**ABOUT THIS TASK**
Write out all records as given; omit images.

Saved data entries:
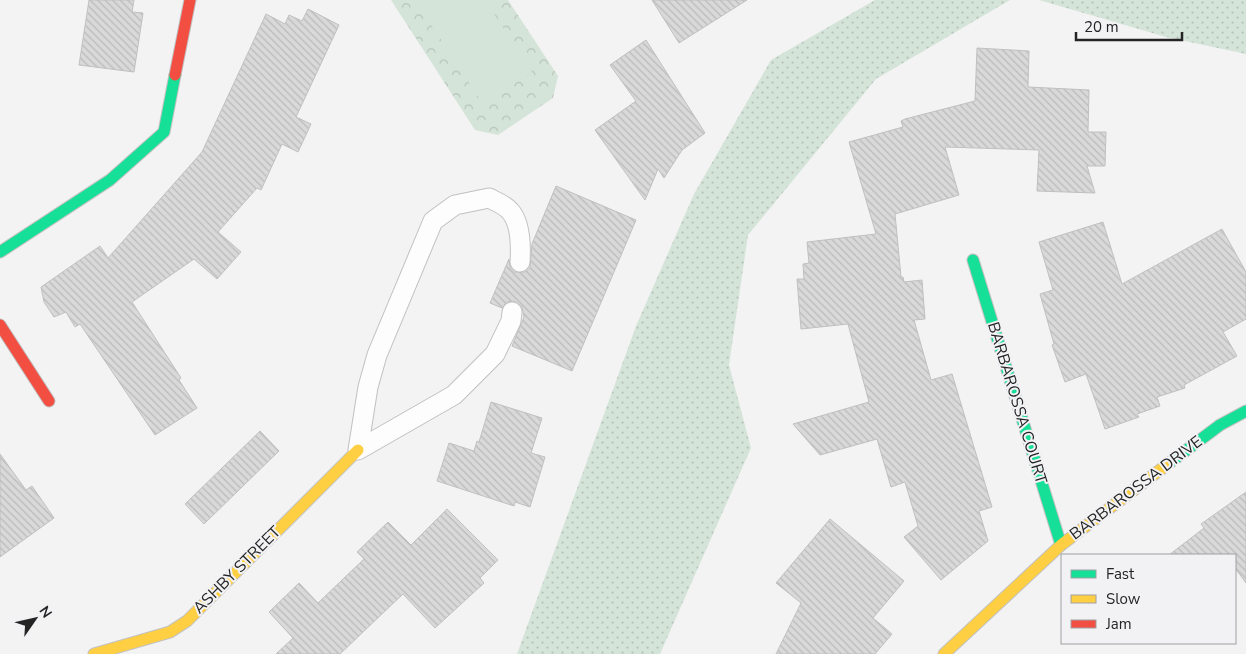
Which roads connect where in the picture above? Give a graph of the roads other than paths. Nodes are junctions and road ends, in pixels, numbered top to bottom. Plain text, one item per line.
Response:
1 (190, 0) edge
2 (0, 252) edge
3 (973, 260) dead end
4 (520, 262) dead end
5 (512, 312) dead end
6 (0, 325) edge
7 (49, 401) dead end
8 (1246, 411) edge
9 (358, 450) junction
10 (1061, 545) junction
11 (94, 654) edge
12 (944, 654) edge

1 - 2 street
3 - 10 street, BARBAROSSA COURT
4 - 9 lane
5 - 9 lane
6 - 7 street
8 - 10 street, BARBAROSSA DRIVE
9 - 11 street, ASHBY STREET
10 - 12 street, BARBAROSSA DRIVE

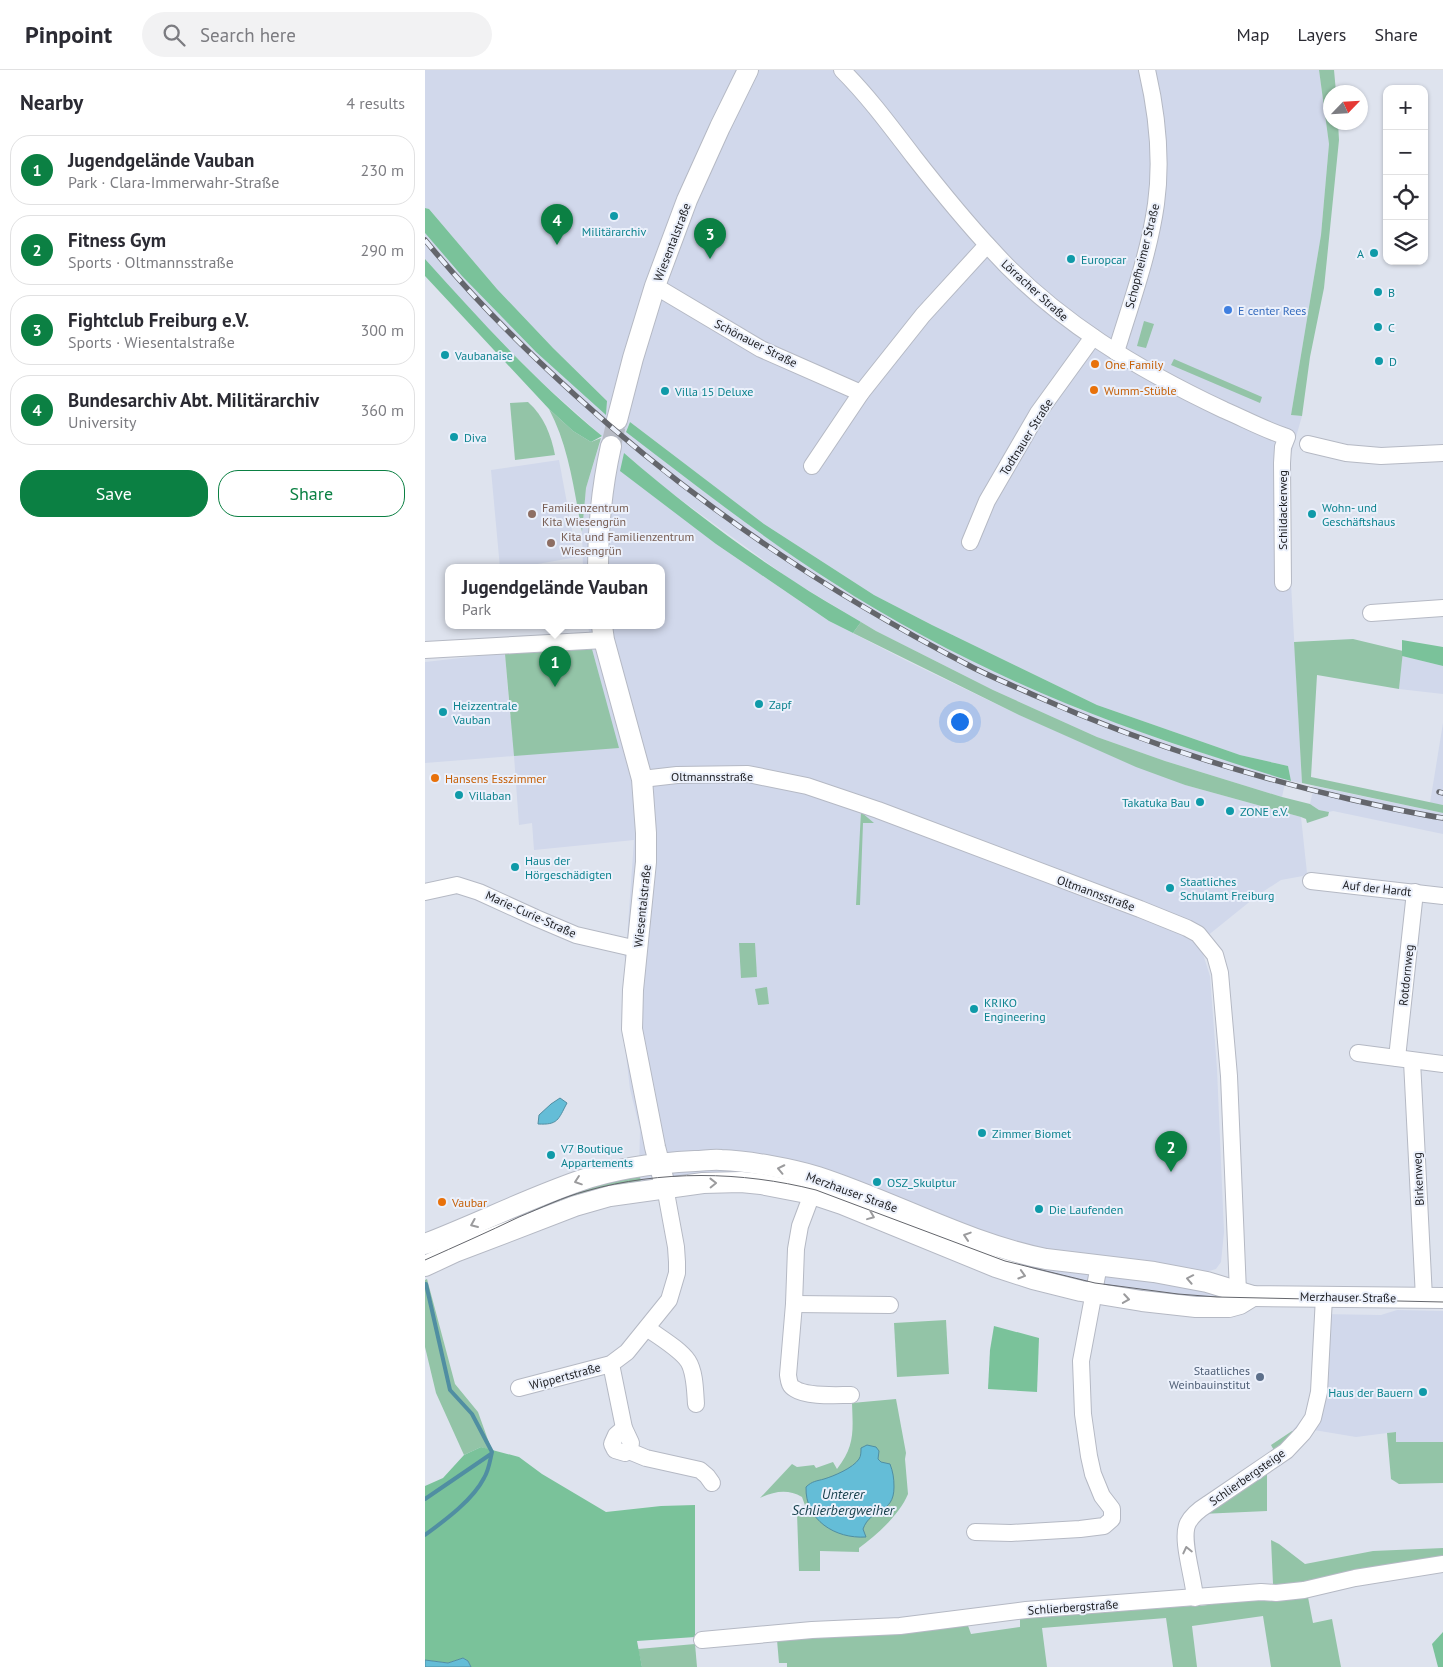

**EXERCISE ANSWER**
Which roads connect where in the picture above? Give a graph of the roads other than paths. Nodes are junctions and road ends, in pixels, numbered top to bottom. Plain text, one item per line.
Response:
1 (190, 0) edge
2 (0, 252) edge
3 (973, 260) dead end
4 (520, 262) dead end
5 (512, 312) dead end
6 (0, 325) edge
7 (49, 401) dead end
8 (1246, 411) edge
9 (358, 450) junction
10 (1061, 545) junction
11 (94, 654) edge
12 (944, 654) edge

1 - 2 street
3 - 10 street, BARBAROSSA COURT
4 - 9 lane
5 - 9 lane
6 - 7 street
8 - 10 street, BARBAROSSA DRIVE
9 - 11 street, ASHBY STREET
10 - 12 street, BARBAROSSA DRIVE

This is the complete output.